As Scott and Duncan point out, the incubation period at Marseilles was relatively short, a characteristic of bubonic, rather than haemorrhagic plague which has a lengthier incubation period. The presence of the buboes, the characteristic signs of bubonic plague would also suggest that the Marseilles plague was the last great bubonic plague in Europe. This is corroborated by the presence of DNA sequences specific for Yersinia pestis in the dental pulp of plague victims buried at Marseilles in 1722 and may also, perhaps, be corroborated by the second wave of infection following the 40 day quarantine period (as Scott and Duncan point out, quarantine only affected humans, not rats!). However, the high death rate suggests that pneumonic plague may also have played a role in Marseilles.
Once the central government became aware of this alarming death-rate they were forthcoming with aid. They not only prevented the plague from reaching other areas of France but also sent money and physicians to Marseilles and the surrounding afflicted areas. One of these physicians was François Chicoyneau (1672-1752).
Portrait of Francois Chicoyneau: Courtesy of the National Library of Medicine.
It is not surprising that the focus on Edward Worth’s collection was on the 1720 plague of Marseilles: it was the last great European plague, it was the greatest plague of his own lifetime and, finally, it was the cause of an explosion of plague literature both in France and England.
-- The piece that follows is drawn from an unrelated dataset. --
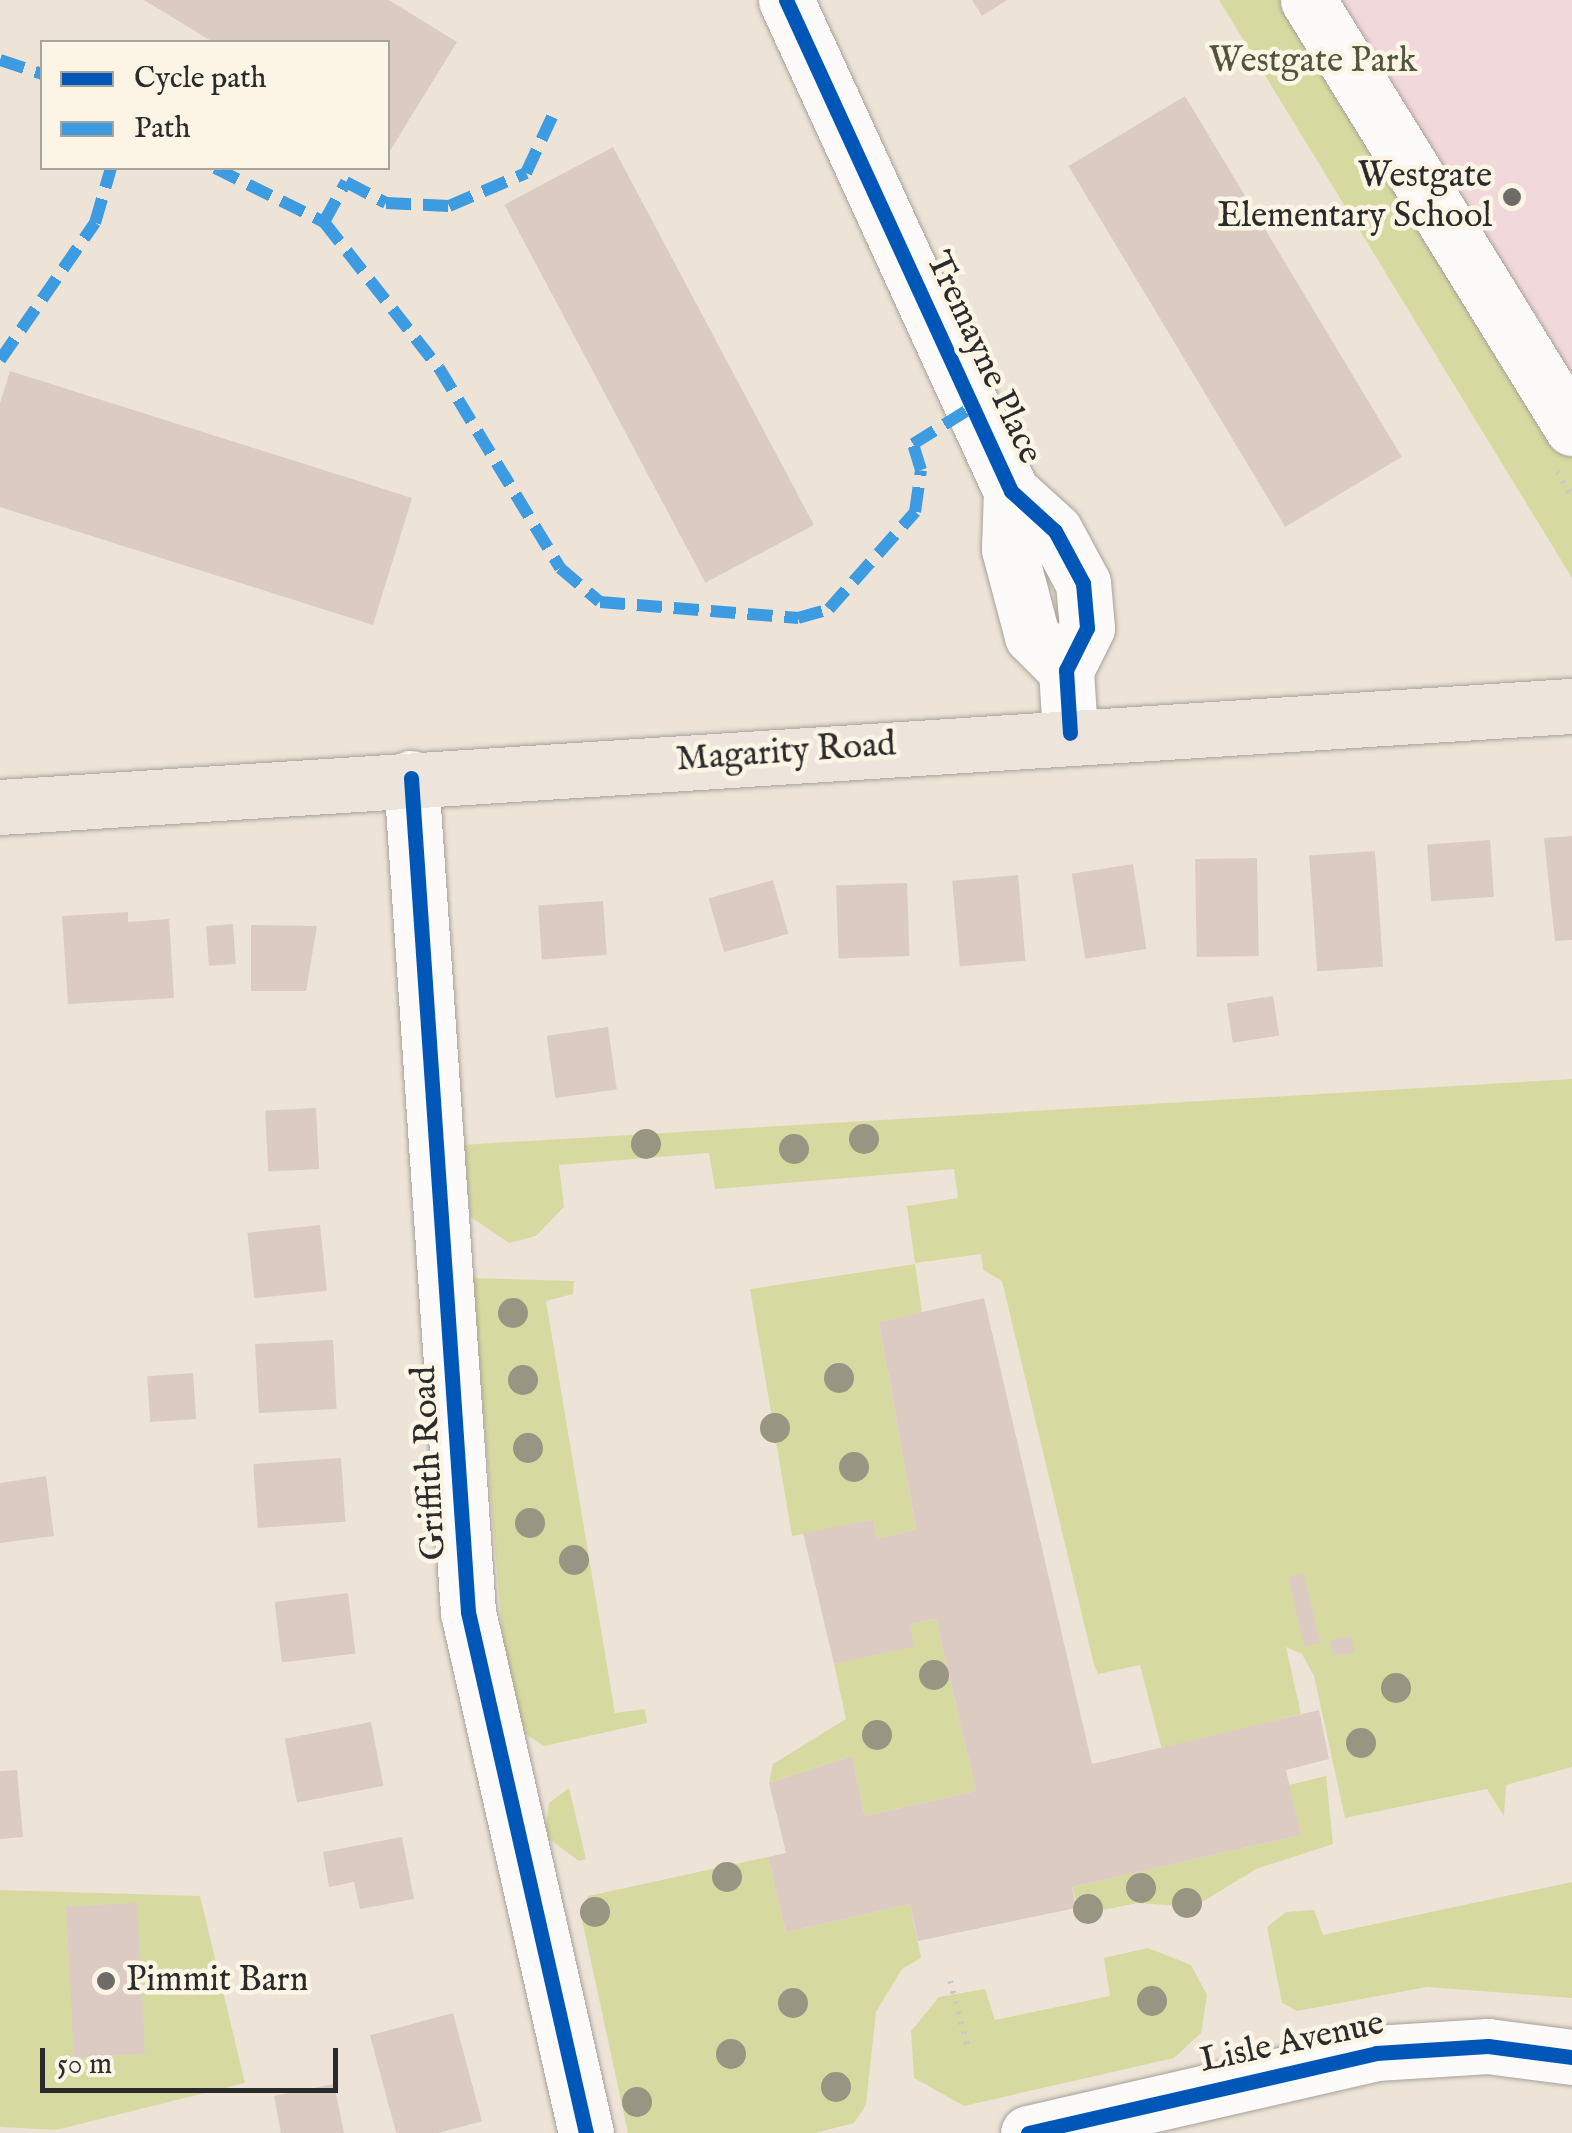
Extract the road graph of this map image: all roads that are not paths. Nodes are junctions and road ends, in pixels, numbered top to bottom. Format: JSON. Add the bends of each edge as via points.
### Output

Worth’s library holds no less than five tracts written by François Chicoyneau who had been sent to Marseilles after the civic authorities there had appealed to the Regent for assistance. Chicoyneau and his colleague, Verny, both members of the prestigious medical faculty of the University of Montpellier, verified on 17 August that the disease was indeed the plague and set to helping plague victims at Marseilles. Chicoyneau certainly made a name for himself and was well respected because he had spent so much time studying the plague as it ran its course at Marseilles. As a result of his endeavours he was appointed premier physician to Louis XV and Chancellor of the University of Montpellier
Chicoyneau’s tracts were all written in French, indicating that they not only had an intended medical audience but also a lay audience who might, especially in times of plague, be left to care for the sick themselves. His publications were not, it must be said, at the cutting edge of plague analysis. He had, for example, a very different view of the nature of plague, than his English counterpart Richard Mead, whose seminal work on plague, written in reaction to the outbreak at Marseilles, was likewise collected by Worth. Where Mead had advocated strict government imposition of a cordon sanitaire, Chicoyneau was furiously opposed to what he saw as an unnecessary infringement of civil liberties. In Chicoyneau’s view, the cause of the disease was pestilential air, so a cordon made little sense: indeed, he viewed the social and economic effects of a cordon as contributing to the rise of fatalities – not minimising the spread of the disease by limiting movement. Interestingly, Chicoyneau placed far for emphasis on the psychological aspect of plague: the battle against the disease, in his view, lay not in an imaginary line in the countryside, aimed at keeping the illness at bay, but in the very minds of the afflicted. Whether Worth agreed with Chicoyneau is difficult to say: he was certainly interested in his works and collected a number of medical tracts connected to the University of Montpellier.